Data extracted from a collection
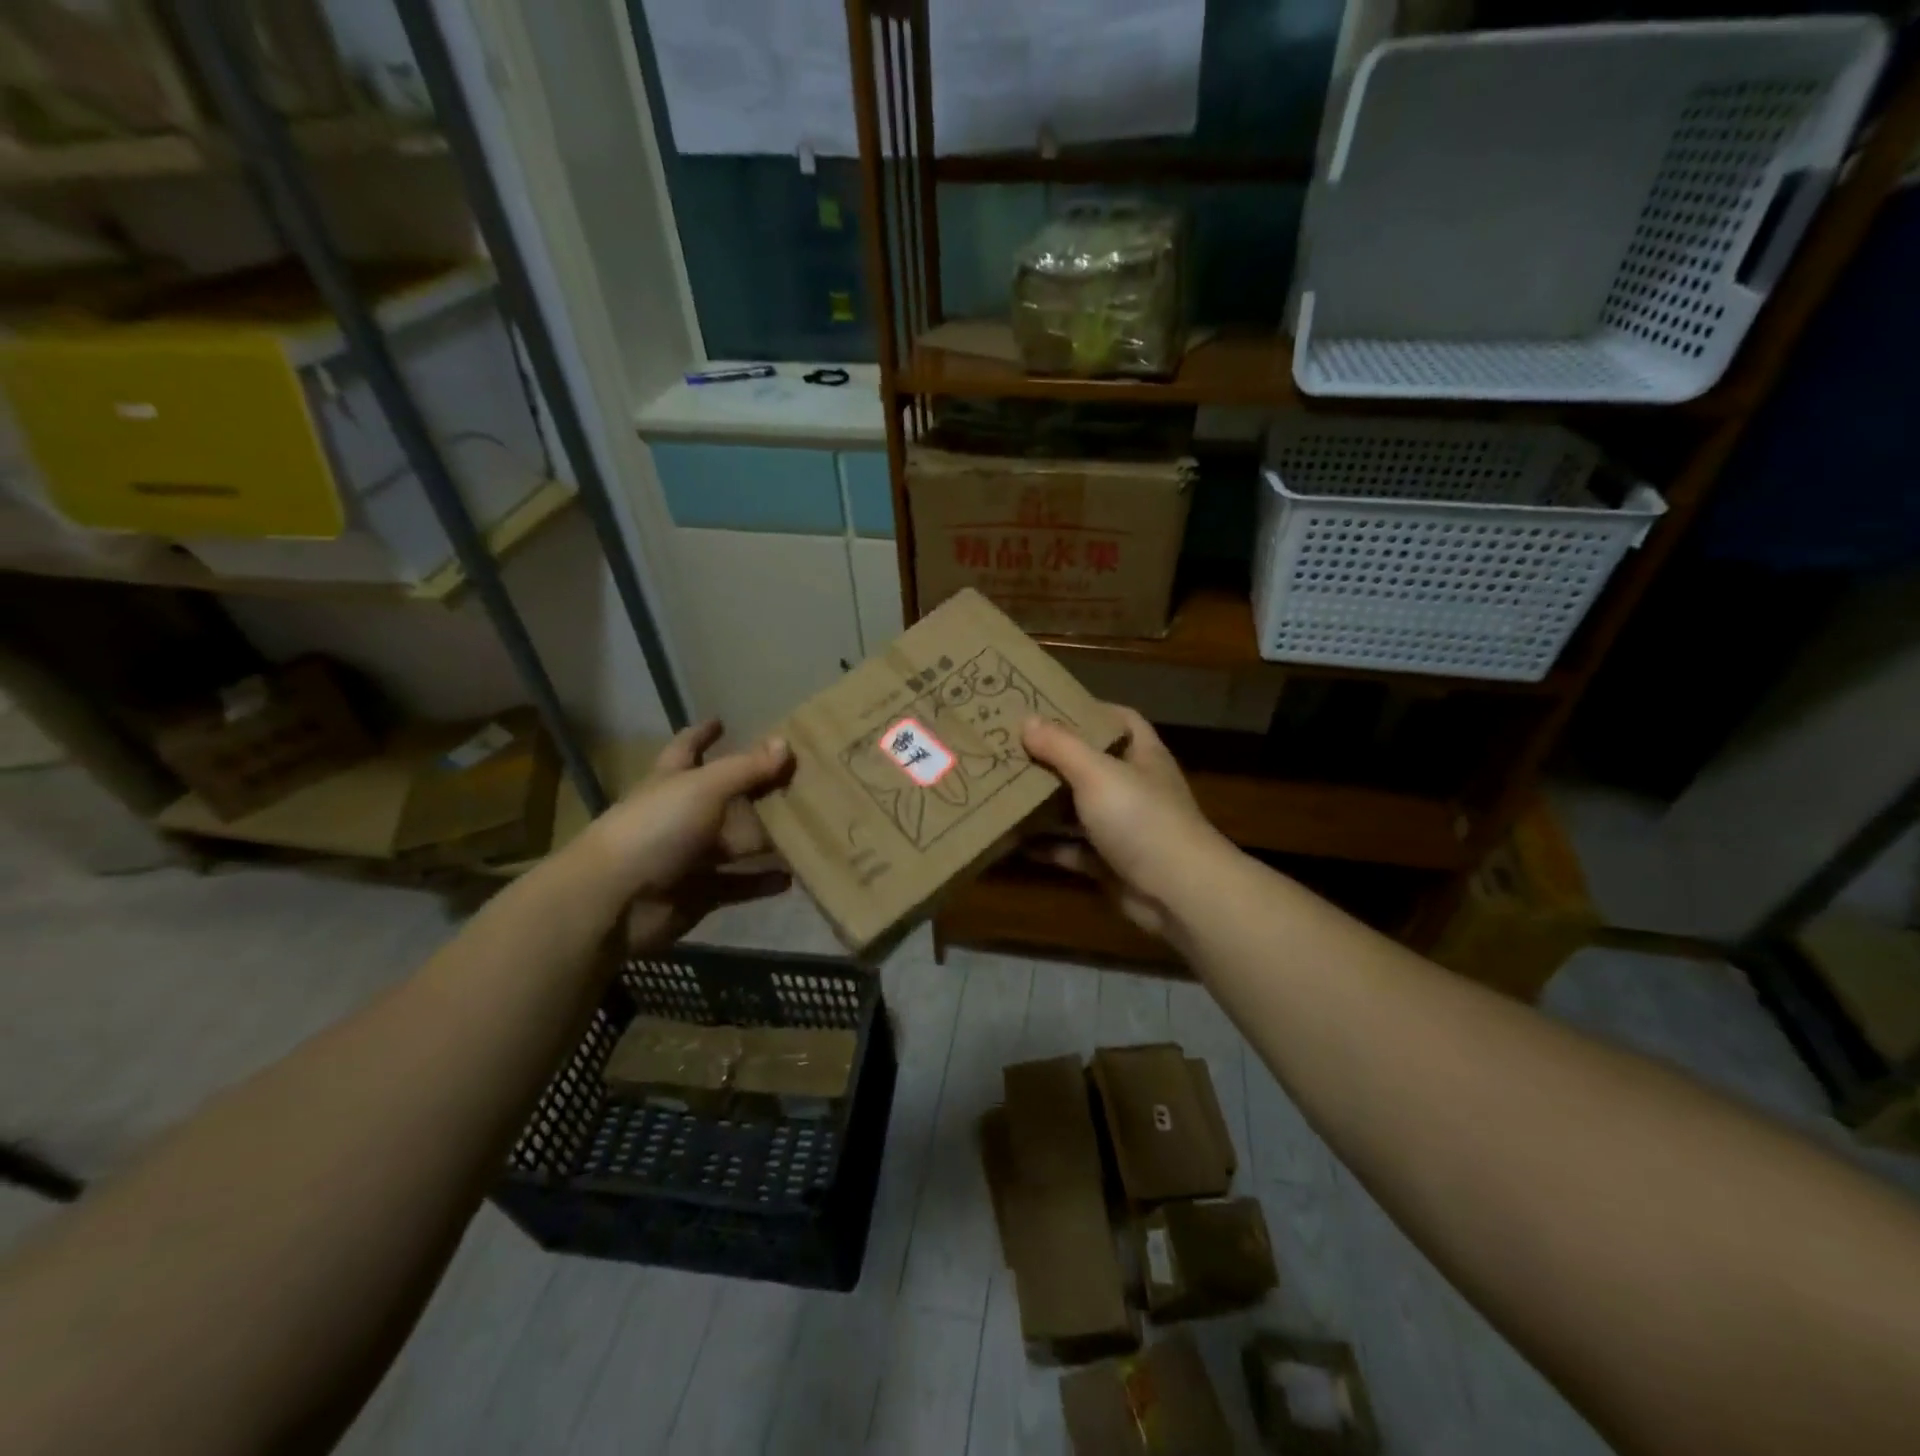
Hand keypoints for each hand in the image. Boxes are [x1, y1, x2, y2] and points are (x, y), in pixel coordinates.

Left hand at [577, 720, 793, 950]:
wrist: (616, 901)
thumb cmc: (656, 829)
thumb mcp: (704, 788)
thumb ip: (746, 768)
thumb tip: (786, 742)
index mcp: (672, 781)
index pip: (687, 748)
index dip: (702, 734)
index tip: (721, 721)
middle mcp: (681, 816)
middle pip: (724, 797)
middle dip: (754, 788)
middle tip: (796, 778)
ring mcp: (690, 857)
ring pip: (736, 843)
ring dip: (766, 839)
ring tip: (807, 829)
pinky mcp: (700, 893)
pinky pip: (739, 885)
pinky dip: (762, 882)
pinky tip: (791, 877)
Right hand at [1021, 706, 1229, 938]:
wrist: (1177, 893)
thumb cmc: (1140, 818)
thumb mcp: (1097, 773)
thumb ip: (1061, 746)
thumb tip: (1027, 720)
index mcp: (1142, 756)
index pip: (1120, 720)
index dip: (1089, 711)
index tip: (1048, 708)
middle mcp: (1135, 788)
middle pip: (1092, 765)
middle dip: (1055, 758)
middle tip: (1012, 748)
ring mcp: (1124, 828)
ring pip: (1079, 809)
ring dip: (1046, 803)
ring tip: (1004, 789)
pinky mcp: (1110, 863)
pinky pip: (1072, 849)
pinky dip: (1047, 846)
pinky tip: (1014, 841)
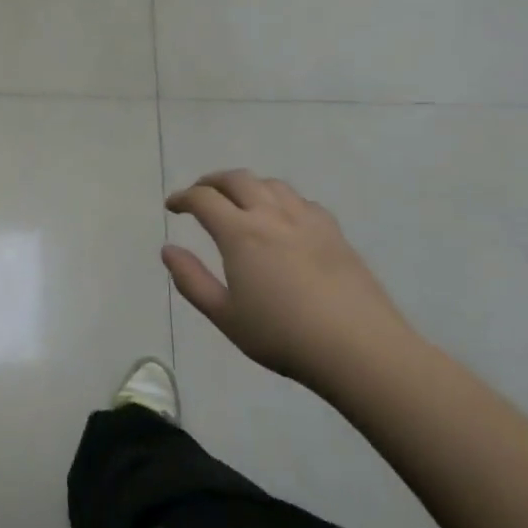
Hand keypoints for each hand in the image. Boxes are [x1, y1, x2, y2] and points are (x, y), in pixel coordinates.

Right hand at [164, 170, 417, 389]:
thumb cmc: (283, 335)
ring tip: (238, 201)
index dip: (183, 198)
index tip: (172, 206)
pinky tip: (282, 218)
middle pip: (237, 180)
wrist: (359, 348)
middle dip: (212, 182)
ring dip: (247, 185)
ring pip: (271, 184)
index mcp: (240, 233)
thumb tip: (168, 250)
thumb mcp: (225, 315)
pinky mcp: (334, 232)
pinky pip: (301, 201)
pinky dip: (280, 199)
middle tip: (199, 194)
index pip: (204, 199)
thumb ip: (191, 280)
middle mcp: (271, 215)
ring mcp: (307, 220)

Description of the task
Output every record verbatim, excluding any picture it contains.

Solved problem
Hand keypoints for each hand in the image. Boxes are [x1, y1, x2, y2] and points are (x, y), in pixel coordinates.

Left hand at [577, 720, 793, 950]:
wrist: (616, 901)
thumb cmc: (656, 829)
thumb mcp: (704, 788)
thumb ip: (746, 768)
thumb tip: (786, 742)
index mcp: (672, 781)
index pip: (687, 748)
index dip: (702, 734)
index tip: (721, 721)
middle mcp: (681, 816)
middle pip: (724, 797)
middle dip: (754, 788)
middle tip: (796, 778)
ring mcp: (690, 857)
ring pip: (736, 843)
ring dip: (766, 839)
ring tip: (807, 829)
pinky mcp: (700, 893)
pinky pip: (739, 885)
pinky dip: (762, 882)
pinky tip: (791, 877)
Right hand at [1021, 706, 1229, 938]:
wrist: (1177, 893)
thumb cmc: (1140, 818)
thumb mcp: (1097, 773)
thumb ip: (1061, 746)
thumb tip: (1027, 720)
index mcp: (1142, 756)
index pip: (1120, 720)
index dip: (1089, 711)
index tip: (1048, 708)
middle mcp: (1135, 788)
middle pip: (1092, 765)
middle dip: (1055, 758)
middle tip: (1012, 748)
ring mcp: (1124, 828)
ring pip: (1079, 809)
ring dip: (1046, 803)
ring tip: (1004, 789)
pinky mcp: (1110, 863)
pinky pip: (1072, 849)
pinky dip: (1047, 846)
pinky tip: (1014, 841)
Hand keypoints for each hand in the image. Boxes are [x1, y1, x2, y2] and points are (x, y), in pixel coordinates.

Right hand at [164, 170, 417, 389]:
thumb cmc: (283, 335)
ring tip: (238, 201)
index dip: (183, 198)
index tip: (172, 206)
pinky tip: (282, 218)
middle pip: (237, 180)
wrist: (359, 348)
middle dip: (212, 182)
ring dip: (247, 185)
ring pip: (271, 184)
index mcp: (240, 233)
thumb tip: (168, 250)
thumb mcp: (225, 315)
pinky mcp: (334, 232)
pinky pip: (301, 201)
pinky dip: (280, 199)
middle tip: (199, 194)
index pip: (204, 199)
thumb ip: (191, 280)
middle mcp: (271, 215)
ring mcp: (307, 220)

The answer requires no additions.